2.7. Stratification for Microbiota

Qiime 2 Bioinformatics (Scikit-Bio) was used to compare the significant bacterial phyla from each sample during the intervention, and correlations were determined with concentrations of plasma choline and TMAO.

2.8. Sequence Data Processing and Statistical Analyses

Sequences were demultiplexed using onboard bcl2fastq. Demultiplexed sequences were processed in Mothur v. 1.39.4 following the MiSeq SOP [31]. Emerged sequences that had any ambiguities or failed to meet length expectations were removed.
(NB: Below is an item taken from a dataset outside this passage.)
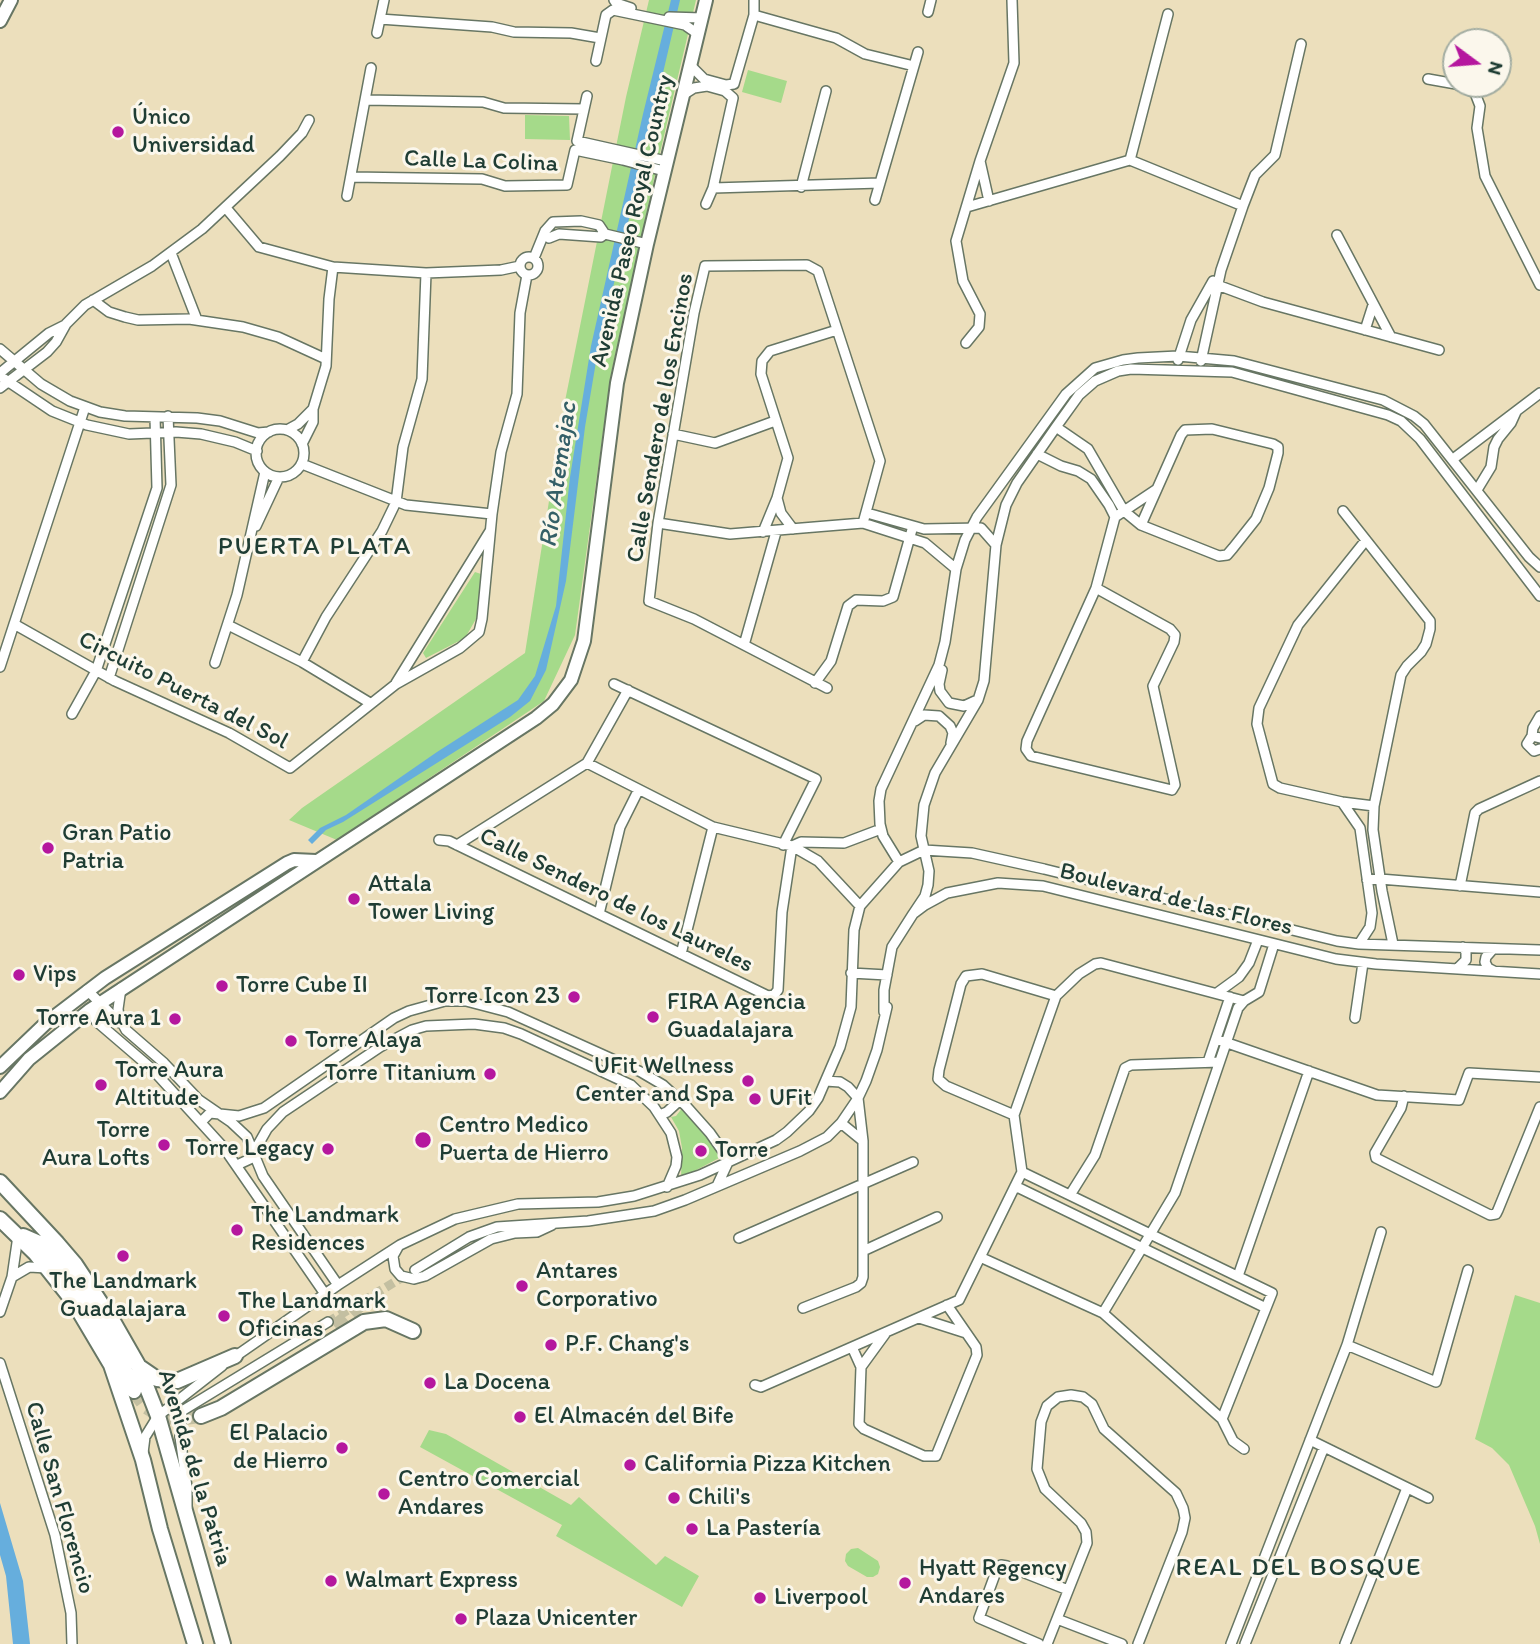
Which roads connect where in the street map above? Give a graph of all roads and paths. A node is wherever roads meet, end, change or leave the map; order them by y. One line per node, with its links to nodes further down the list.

Sequences were aligned to the Silva nr_v119 alignment [17]. Taxonomic identification of OTUs was derived using the RDP Bayesian classifier [32] against the Silva nr_v119 taxonomy database. Alpha and beta diversity statistics were calculated by taking the average of 1000 random subsampling to 10,000 reads per sample in Mothur. NMS and Permanova were run using the vegan package [33] in R 3.3.2. A subsampled species matrix was used for indicator species analysis [20]. Figures were drawn in R 3.3.2 using ggplot2 2.2.1 [34] and RColorBrewer 1.1–2.

2.9. Statistical Analysis

All variables were analyzed using SPSS for Windows Version 25 (IBM Corp). The level of significance for all tests was set at p < 0.05. The data are reported as mean ± SD. Choline metabolites, plasma TMAO, lutein, and zeaxanthin were analyzed by repeated-measures ANOVA where the repeated measure was the time (baseline and end of each dietary treatment) with Fisher’s LSD post hoc analysis. Finally, Pearson correlations were conducted between plasma biomarkers and microbiota diversity.

3. Results

3.1. Plasma Choline Metabolites

Significant increases in plasma choline from the baseline (7.9 ± 2.0 nmol/mL) to the end of intervention for both egg (9.9 ± 2.2 nmol/mL) and CB supplement periods (9.6 ± 2.1 nmol/mL) were previously reported, (p < 0.001) [24]. Similarly, there were significant increases in betaine and DGM from baseline to end of both interventions. At the same time, other metabolites such as methionine and TMAO showed no significant changes through the different periods, as shown in Table 1 and Figure 2.

Table 1.

Plasma concentration of choline metabolites at baseline and after consumption of 3 eggs/d (P-Egg) or after choline bitartrate (P-CB) supplementation for 4 weeks 1.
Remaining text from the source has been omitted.